• Your objective
Write out the records word for word, with no pictures.

• Raw data

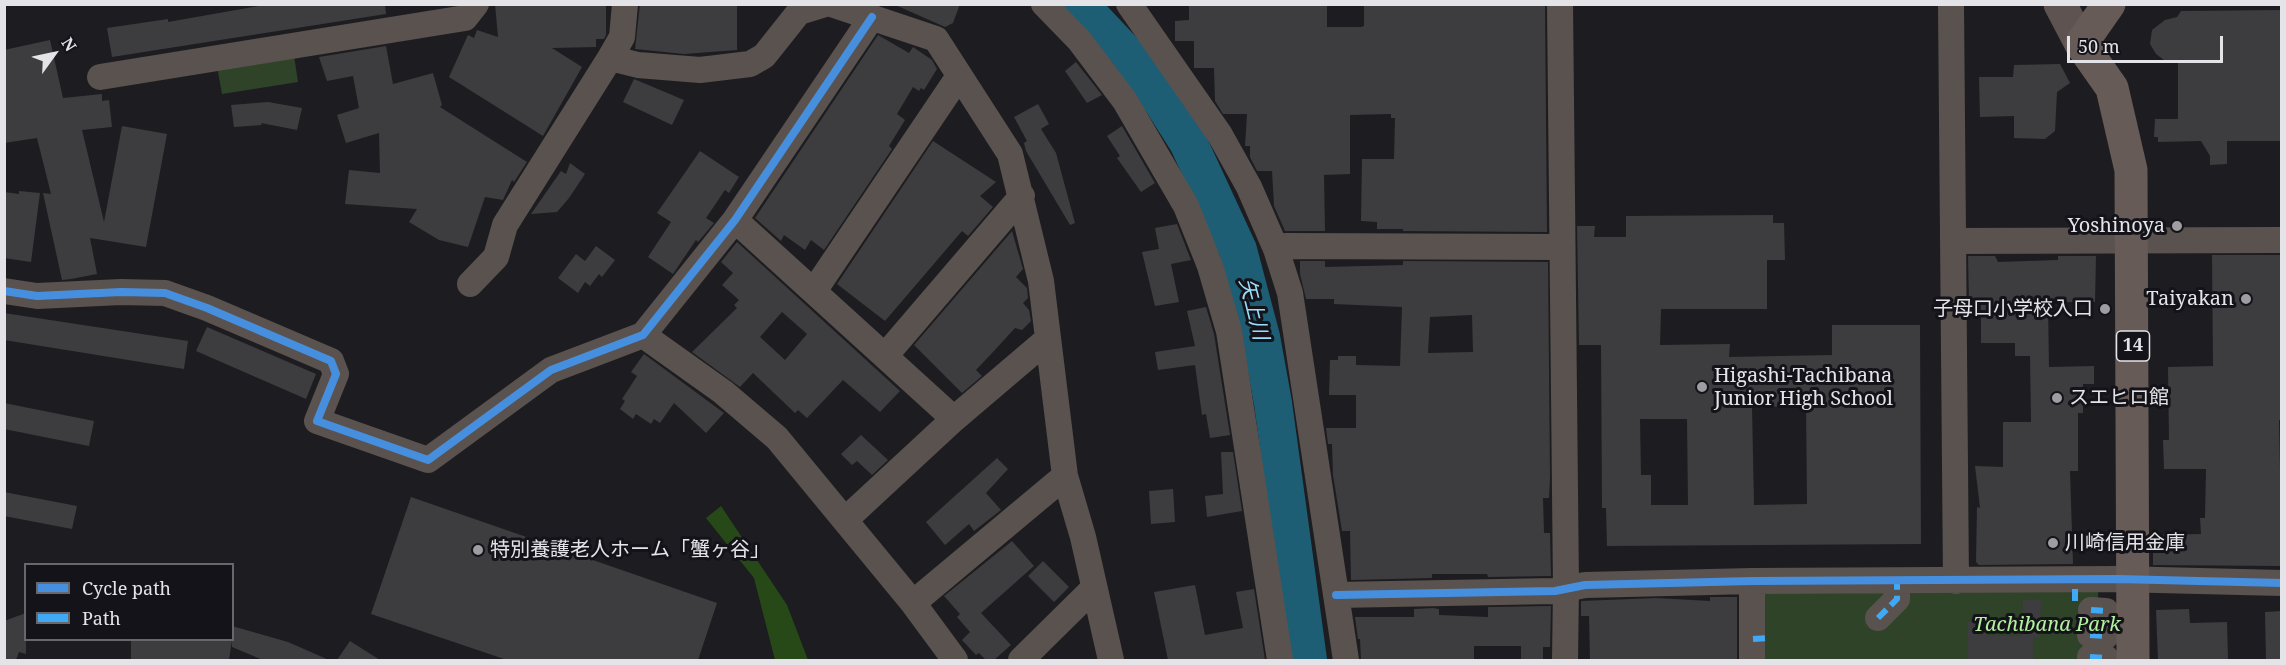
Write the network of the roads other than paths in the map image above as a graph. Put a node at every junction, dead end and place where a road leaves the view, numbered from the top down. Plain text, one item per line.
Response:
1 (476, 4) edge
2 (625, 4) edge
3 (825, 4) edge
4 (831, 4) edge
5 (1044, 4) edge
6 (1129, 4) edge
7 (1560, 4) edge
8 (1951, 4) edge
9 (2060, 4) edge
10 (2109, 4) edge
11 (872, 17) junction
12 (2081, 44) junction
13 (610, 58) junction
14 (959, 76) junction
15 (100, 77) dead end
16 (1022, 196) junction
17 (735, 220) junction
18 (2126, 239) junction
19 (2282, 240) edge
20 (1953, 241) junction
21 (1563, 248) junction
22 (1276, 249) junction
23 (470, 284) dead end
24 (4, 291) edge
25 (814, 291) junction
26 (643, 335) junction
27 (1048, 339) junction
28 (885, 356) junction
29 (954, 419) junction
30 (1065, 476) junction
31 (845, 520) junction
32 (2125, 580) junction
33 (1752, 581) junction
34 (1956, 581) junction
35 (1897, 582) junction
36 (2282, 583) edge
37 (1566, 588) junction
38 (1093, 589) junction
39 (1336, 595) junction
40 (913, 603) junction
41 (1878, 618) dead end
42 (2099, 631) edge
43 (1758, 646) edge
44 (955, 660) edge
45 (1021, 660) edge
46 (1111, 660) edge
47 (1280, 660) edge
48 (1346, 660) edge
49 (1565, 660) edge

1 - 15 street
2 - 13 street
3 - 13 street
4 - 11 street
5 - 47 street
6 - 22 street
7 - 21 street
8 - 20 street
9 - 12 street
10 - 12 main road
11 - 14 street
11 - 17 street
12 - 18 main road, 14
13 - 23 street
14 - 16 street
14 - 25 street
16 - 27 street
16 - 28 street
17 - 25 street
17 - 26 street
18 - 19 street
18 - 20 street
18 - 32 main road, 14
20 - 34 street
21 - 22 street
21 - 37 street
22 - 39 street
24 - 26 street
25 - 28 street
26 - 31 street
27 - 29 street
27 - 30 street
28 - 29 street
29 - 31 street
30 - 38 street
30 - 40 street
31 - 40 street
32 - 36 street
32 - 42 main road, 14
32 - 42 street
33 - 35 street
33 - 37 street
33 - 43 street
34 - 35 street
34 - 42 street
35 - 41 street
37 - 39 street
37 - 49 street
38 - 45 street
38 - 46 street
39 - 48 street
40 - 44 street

• Problem solution
Write the network of the roads other than paths in the map image above as a graph. Put a node at every junction, dead end and place where a road leaves the view, numbered from the top down. Plain text, one item per line.
Response:
1 (476, 4) edge
2 (625, 4) edge
3 (825, 4) edge
4 (831, 4) edge
5 (1044, 4) edge
6 (1129, 4) edge
7 (1560, 4) edge
8 (1951, 4) edge
9 (2060, 4) edge
10 (2109, 4) edge
11 (872, 17) junction
12 (2081, 44) junction
13 (610, 58) junction
14 (959, 76) junction
15 (100, 77) dead end
16 (1022, 196) junction
17 (735, 220) junction
18 (2126, 239) junction
19 (2282, 240) edge
20 (1953, 241) junction
21 (1563, 248) junction
22 (1276, 249) junction
23 (470, 284) dead end
24 (4, 291) edge
25 (814, 291) junction
26 (643, 335) junction
27 (1048, 339) junction
28 (885, 356) junction
29 (954, 419) junction
30 (1065, 476) junction
31 (845, 520) junction
32 (2125, 580) junction
33 (1752, 581) junction
34 (1956, 581) junction
35 (1897, 582) junction
36 (2282, 583) edge
37 (1566, 588) junction
38 (1093, 589) junction
39 (1336, 595) junction
40 (913, 603) junction
41 (1878, 618) dead end
42 (2099, 631) edge
43 (1758, 646) edge
44 (955, 660) edge
45 (1021, 660) edge
46 (1111, 660) edge
47 (1280, 660) edge
48 (1346, 660) edge
49 (1565, 660) edge

1 - 15 street
2 - 13 street
3 - 13 street
4 - 11 street
5 - 47 street
6 - 22 street
7 - 21 street
8 - 20 street
9 - 12 street
10 - 12 main road
11 - 14 street
11 - 17 street
12 - 18 main road, 14
13 - 23 street
14 - 16 street
14 - 25 street
16 - 27 street
16 - 28 street
17 - 25 street
17 - 26 street
18 - 19 street
18 - 20 street
18 - 32 main road, 14
20 - 34 street
21 - 22 street
21 - 37 street
22 - 39 street
24 - 26 street
25 - 28 street
26 - 31 street
27 - 29 street
27 - 30 street
28 - 29 street
29 - 31 street
30 - 38 street
30 - 40 street
31 - 40 street
32 - 36 street
32 - 42 main road, 14
32 - 42 street
33 - 35 street
33 - 37 street
33 - 43 street
34 - 35 street
34 - 42 street
35 - 41 street
37 - 39 street
37 - 49 street
38 - 45 street
38 - 46 street
39 - 48 street
40 - 44 street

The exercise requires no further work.